Since restoration and conservation propose a new use and the inclusion of new functions in social life, the corollary of this is the planning function: not in the course and brutal sense that we often witness, taking advantage of an existing structure to alter it with an exercise in composition, but rather of a measured dialogue, in which the new addition is always and only demanded by the new function, respecting the integrity of the monument. This is one of the forms of the “happiness of the architect” that makes this (in spite of everything) one of the most intriguing professions that man is able to express. It is complex profession, one that requires vast knowledge, the capacity to synthesize, the love of man and of his social relations: a positive attitude that, before being projected onto the urban environment, must be a bearing philosophy in one’s own life.

Who we are:

His collaboration with the Studio di Architettura began during his university years, with the surveying of the Parco di Celle in Pistoia (1987), the survey of the ex-factory Doccia in Sesto Fiorentino (1988), and the competition for the restoration of the Medici ex-stables at Poggio a Caiano (1991).

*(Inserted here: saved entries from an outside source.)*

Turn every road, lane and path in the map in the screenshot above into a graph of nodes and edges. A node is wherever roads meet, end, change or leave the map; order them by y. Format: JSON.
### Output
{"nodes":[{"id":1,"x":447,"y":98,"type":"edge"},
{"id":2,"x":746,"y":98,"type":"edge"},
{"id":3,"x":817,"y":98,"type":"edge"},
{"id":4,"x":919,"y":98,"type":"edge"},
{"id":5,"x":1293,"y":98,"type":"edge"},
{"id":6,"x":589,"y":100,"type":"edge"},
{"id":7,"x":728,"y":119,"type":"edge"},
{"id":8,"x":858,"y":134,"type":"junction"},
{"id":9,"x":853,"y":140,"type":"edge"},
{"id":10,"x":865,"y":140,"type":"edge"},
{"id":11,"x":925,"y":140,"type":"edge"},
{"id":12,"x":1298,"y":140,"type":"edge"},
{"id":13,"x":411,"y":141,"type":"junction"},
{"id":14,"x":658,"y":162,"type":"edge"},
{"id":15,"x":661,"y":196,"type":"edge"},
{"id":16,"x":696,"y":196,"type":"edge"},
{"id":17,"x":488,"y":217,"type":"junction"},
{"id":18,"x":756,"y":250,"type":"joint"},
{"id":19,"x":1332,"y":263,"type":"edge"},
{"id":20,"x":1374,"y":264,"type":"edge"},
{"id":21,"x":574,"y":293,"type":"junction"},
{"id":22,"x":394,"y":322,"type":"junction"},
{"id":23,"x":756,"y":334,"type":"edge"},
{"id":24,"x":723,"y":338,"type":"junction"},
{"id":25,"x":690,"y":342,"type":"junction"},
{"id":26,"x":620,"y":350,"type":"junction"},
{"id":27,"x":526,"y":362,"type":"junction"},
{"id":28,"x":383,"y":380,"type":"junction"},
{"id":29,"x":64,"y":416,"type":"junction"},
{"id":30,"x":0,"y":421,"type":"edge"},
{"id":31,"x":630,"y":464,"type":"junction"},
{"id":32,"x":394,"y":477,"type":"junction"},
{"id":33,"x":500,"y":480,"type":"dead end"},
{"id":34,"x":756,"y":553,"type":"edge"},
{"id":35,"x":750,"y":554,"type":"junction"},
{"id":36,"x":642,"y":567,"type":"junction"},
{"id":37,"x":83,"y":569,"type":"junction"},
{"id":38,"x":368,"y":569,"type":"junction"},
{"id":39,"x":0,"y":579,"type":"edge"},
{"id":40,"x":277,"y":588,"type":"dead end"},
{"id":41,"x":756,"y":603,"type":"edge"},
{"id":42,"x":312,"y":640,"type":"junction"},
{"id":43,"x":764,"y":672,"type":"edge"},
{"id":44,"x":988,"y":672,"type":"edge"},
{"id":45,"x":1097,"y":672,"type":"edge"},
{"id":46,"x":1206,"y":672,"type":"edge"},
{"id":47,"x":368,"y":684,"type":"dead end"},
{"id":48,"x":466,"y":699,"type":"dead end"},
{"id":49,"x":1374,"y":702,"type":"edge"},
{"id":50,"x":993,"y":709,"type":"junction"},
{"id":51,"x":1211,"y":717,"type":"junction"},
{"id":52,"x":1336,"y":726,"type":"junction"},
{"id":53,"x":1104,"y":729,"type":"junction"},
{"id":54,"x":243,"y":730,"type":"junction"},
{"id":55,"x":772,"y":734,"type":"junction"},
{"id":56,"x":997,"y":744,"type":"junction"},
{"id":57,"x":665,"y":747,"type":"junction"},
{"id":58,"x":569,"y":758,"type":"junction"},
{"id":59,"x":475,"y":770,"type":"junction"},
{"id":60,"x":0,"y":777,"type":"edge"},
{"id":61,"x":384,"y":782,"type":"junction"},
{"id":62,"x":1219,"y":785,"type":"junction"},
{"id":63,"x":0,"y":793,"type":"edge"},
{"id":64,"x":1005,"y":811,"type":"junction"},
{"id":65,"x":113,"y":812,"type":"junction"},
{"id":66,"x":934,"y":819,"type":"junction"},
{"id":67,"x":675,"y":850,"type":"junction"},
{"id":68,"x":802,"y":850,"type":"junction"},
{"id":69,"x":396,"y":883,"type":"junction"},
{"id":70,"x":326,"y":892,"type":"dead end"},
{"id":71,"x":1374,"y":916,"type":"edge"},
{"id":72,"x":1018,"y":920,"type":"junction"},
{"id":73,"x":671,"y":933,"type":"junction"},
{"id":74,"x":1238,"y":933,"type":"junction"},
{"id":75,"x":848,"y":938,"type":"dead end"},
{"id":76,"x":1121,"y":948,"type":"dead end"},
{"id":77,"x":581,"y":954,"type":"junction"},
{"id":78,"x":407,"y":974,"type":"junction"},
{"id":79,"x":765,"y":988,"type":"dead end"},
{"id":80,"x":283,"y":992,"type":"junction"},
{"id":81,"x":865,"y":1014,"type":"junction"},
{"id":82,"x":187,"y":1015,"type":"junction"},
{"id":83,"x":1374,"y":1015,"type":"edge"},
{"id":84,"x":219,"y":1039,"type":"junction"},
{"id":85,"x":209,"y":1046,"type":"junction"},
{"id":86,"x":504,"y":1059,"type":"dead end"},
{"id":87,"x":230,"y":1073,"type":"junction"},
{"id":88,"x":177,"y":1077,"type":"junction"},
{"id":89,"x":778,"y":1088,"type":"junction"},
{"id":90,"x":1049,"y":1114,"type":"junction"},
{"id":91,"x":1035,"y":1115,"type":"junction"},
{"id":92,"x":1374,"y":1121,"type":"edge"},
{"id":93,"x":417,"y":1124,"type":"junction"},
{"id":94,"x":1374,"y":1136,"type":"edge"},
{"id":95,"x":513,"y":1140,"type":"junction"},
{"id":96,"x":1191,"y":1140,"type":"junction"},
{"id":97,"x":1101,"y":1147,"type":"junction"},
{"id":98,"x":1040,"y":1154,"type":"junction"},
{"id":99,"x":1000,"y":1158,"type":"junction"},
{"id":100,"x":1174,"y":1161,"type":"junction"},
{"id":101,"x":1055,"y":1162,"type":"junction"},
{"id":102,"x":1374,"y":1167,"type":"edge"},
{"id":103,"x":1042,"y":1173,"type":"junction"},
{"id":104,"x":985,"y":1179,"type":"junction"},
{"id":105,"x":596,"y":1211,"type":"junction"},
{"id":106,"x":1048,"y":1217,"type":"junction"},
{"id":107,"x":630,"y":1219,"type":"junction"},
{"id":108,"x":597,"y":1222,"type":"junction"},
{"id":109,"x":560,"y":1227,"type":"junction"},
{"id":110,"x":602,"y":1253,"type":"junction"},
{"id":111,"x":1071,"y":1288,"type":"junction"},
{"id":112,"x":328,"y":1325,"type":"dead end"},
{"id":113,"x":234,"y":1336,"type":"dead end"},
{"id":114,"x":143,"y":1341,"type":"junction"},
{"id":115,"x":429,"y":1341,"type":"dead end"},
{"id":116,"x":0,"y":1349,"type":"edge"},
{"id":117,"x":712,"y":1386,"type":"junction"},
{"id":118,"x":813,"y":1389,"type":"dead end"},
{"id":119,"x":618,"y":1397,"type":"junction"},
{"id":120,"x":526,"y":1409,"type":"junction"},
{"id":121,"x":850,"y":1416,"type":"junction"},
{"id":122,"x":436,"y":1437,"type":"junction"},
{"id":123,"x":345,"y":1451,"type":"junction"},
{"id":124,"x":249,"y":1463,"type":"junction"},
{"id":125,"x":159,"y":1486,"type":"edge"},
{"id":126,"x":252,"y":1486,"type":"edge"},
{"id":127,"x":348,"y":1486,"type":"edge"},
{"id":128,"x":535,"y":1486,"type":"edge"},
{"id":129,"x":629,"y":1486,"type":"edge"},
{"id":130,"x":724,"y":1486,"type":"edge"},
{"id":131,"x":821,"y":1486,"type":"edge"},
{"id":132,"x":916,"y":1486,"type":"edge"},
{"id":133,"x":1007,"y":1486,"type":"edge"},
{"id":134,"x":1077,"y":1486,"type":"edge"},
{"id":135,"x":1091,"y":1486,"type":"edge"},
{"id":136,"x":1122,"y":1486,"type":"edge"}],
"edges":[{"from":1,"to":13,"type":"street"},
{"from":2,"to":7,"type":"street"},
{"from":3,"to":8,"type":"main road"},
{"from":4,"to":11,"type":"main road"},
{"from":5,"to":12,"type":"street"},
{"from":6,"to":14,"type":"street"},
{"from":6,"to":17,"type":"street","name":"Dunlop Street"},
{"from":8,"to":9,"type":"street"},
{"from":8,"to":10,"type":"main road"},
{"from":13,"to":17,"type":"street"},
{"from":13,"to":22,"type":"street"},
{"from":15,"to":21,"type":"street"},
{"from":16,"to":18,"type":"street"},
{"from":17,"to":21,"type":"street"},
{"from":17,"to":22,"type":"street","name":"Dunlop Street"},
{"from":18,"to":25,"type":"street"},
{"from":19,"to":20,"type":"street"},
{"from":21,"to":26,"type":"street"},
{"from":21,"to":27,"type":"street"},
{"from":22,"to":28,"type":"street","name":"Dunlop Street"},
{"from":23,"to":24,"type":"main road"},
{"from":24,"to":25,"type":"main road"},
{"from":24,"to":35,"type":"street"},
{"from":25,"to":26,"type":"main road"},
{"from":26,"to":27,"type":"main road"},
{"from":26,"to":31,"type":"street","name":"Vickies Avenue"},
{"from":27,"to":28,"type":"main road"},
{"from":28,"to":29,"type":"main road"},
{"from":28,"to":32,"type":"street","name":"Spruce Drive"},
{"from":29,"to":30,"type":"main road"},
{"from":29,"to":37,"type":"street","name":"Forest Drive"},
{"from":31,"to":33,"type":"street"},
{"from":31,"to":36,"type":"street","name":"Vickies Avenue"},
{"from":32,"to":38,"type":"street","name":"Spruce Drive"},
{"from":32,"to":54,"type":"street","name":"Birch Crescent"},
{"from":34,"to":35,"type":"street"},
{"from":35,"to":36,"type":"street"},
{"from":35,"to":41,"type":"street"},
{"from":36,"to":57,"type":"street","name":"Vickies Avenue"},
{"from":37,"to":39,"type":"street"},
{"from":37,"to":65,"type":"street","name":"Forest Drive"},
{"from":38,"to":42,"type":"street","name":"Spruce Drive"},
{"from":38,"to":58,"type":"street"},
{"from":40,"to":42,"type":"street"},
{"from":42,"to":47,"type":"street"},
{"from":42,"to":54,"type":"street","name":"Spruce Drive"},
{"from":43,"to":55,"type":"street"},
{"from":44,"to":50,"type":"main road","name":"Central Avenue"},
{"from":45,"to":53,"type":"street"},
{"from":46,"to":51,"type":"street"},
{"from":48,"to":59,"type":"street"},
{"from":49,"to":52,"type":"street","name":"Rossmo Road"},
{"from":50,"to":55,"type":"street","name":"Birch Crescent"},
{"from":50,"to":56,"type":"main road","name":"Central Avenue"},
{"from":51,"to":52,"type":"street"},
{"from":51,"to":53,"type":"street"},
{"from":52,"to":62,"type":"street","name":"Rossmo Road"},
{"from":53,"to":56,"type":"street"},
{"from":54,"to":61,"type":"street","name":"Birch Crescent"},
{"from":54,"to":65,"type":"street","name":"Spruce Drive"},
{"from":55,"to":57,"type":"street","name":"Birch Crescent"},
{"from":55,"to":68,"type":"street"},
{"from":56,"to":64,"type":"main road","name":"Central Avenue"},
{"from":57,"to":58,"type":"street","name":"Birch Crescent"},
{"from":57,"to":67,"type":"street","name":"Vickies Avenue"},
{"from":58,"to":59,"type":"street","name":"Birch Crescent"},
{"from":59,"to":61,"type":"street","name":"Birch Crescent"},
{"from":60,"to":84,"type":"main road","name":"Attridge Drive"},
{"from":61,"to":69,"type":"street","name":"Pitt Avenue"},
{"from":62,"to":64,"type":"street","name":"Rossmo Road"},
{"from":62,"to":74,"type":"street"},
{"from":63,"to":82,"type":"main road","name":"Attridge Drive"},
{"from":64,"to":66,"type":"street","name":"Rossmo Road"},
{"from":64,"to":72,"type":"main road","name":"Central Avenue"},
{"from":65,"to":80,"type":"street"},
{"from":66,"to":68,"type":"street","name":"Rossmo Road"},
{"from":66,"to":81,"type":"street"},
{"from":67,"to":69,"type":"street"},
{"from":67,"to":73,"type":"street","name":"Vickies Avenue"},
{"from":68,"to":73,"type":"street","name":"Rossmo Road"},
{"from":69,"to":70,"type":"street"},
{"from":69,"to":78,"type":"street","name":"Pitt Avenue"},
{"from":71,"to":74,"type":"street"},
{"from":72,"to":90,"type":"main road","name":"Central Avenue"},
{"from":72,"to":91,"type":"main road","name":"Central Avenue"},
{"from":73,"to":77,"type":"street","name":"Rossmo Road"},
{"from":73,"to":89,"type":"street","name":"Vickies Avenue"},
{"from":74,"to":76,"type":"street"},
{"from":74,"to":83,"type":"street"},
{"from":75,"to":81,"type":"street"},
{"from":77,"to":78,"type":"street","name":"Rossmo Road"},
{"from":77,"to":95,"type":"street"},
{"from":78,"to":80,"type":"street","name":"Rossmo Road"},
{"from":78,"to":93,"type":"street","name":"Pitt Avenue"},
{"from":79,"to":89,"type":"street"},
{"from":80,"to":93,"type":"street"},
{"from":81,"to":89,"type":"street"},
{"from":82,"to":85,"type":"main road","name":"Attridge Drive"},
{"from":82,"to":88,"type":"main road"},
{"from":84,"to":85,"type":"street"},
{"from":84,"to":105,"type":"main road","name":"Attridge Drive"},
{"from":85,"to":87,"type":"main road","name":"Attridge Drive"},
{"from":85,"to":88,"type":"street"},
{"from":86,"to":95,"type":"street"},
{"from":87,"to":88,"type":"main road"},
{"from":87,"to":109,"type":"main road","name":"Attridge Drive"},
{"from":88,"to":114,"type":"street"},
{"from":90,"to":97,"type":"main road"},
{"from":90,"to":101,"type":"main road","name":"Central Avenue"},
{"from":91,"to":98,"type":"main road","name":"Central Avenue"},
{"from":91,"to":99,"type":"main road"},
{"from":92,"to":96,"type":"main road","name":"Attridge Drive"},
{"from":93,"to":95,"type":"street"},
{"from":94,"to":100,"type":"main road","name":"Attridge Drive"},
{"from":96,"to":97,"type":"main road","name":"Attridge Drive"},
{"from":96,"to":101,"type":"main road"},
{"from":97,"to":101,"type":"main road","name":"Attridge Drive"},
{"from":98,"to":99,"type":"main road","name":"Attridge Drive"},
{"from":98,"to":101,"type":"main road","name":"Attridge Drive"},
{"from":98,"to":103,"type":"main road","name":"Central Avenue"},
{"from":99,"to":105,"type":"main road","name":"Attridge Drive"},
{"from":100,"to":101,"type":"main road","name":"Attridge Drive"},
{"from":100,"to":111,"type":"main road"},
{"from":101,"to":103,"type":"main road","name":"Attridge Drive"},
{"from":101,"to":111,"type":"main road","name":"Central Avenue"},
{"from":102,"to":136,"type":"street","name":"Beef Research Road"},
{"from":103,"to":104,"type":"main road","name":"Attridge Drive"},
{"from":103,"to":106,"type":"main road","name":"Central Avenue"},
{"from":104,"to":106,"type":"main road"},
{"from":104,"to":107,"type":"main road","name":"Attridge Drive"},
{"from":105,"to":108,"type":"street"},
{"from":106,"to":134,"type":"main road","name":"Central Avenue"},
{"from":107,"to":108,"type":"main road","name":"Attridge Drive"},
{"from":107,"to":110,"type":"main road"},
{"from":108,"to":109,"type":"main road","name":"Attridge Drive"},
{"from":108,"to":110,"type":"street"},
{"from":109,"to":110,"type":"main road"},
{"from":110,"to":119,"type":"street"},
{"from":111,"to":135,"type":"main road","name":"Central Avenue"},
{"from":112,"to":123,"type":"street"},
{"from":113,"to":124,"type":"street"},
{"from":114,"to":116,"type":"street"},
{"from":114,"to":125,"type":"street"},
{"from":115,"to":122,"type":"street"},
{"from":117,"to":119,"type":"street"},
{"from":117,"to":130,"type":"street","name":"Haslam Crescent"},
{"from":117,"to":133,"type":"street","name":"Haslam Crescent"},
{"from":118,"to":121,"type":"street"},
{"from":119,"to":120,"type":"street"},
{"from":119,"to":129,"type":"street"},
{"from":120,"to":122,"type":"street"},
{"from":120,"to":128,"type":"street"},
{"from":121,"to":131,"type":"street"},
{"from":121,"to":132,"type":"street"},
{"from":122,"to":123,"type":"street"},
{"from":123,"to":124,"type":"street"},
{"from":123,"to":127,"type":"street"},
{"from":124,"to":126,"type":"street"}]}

In 1991, with the Institute of Geodesy, Topography and Photogrammetry of the Engineering Faculty of Pisa, he took part in an experience of stereophotogrammetric restitution under the guidance of Professor Walter Ferri.
In 1992 he graduated with honors with the Professor Loris Macci. Together with Paolo Barberis and Alessandro Sordi and in collaboration with University of Florence’s Educational Television Center, he developed for his graduate thesis an experimental video entitled “Virtual Architecture for an International Center of Restoration in Florence.” The thesis was awarded the Italo Gamberini Graduate Award, and the video was projected to the International Architecture Film Festival of Bordeaux.
In 1992 he began professional collaboration with the studio. In 1994 he entered to be a part of the Professional Association, for which he planned the interior and the arrangements for the new studio on via Romana.
From 1992 to 1997 he worked as assistant to Professor Guido Spezza for the course Distributive Characters of Buildings in the Faculty of Architecture in Florence, assisting during all exam sessions. During the Academic Year 1994/1995 he was assistant supervisor to some of Professor Spezza's final thesis dissertations.
From 1997 to 2000 he was in charge of the module Typological and Morphological Aspects of Architecture, Composition Laboratory II, in the Architecture Faculty of Florence.
His first experience in supervising restoration work was in Florence, the reorganization of the apse of Santa Croce(1993), the restorations of  Palazzo degli Artisti on viale Milton (1994), of Palazzo Castiglioni on via del Giglio (1995-1996), and of the Ex-Neuber store on via Strozzi (1996), of the facades and of the stone work of the Palazzo Ricci in Pescia (1996-1997), and of the Tower of Catilina in Pistoia (1996-1998). With Gennaro Tampone he was responsible for the project and supervised the restoration work of the wood roofing structures of the ex-Church of S. Monaca in Florence (1997-1998). He coordinated and directed the restorations of the Villa and Garzoni Gardens in Collodi (Pescia 2004-2007).
On the theme of the despondency of the architectural barriers, he has developed in recent years a  research project through seminars, meetings and publications, including the manual “Project Accessibility,” published by Meridiana.
He is the coordinator of all planning activity of the Studio Associato.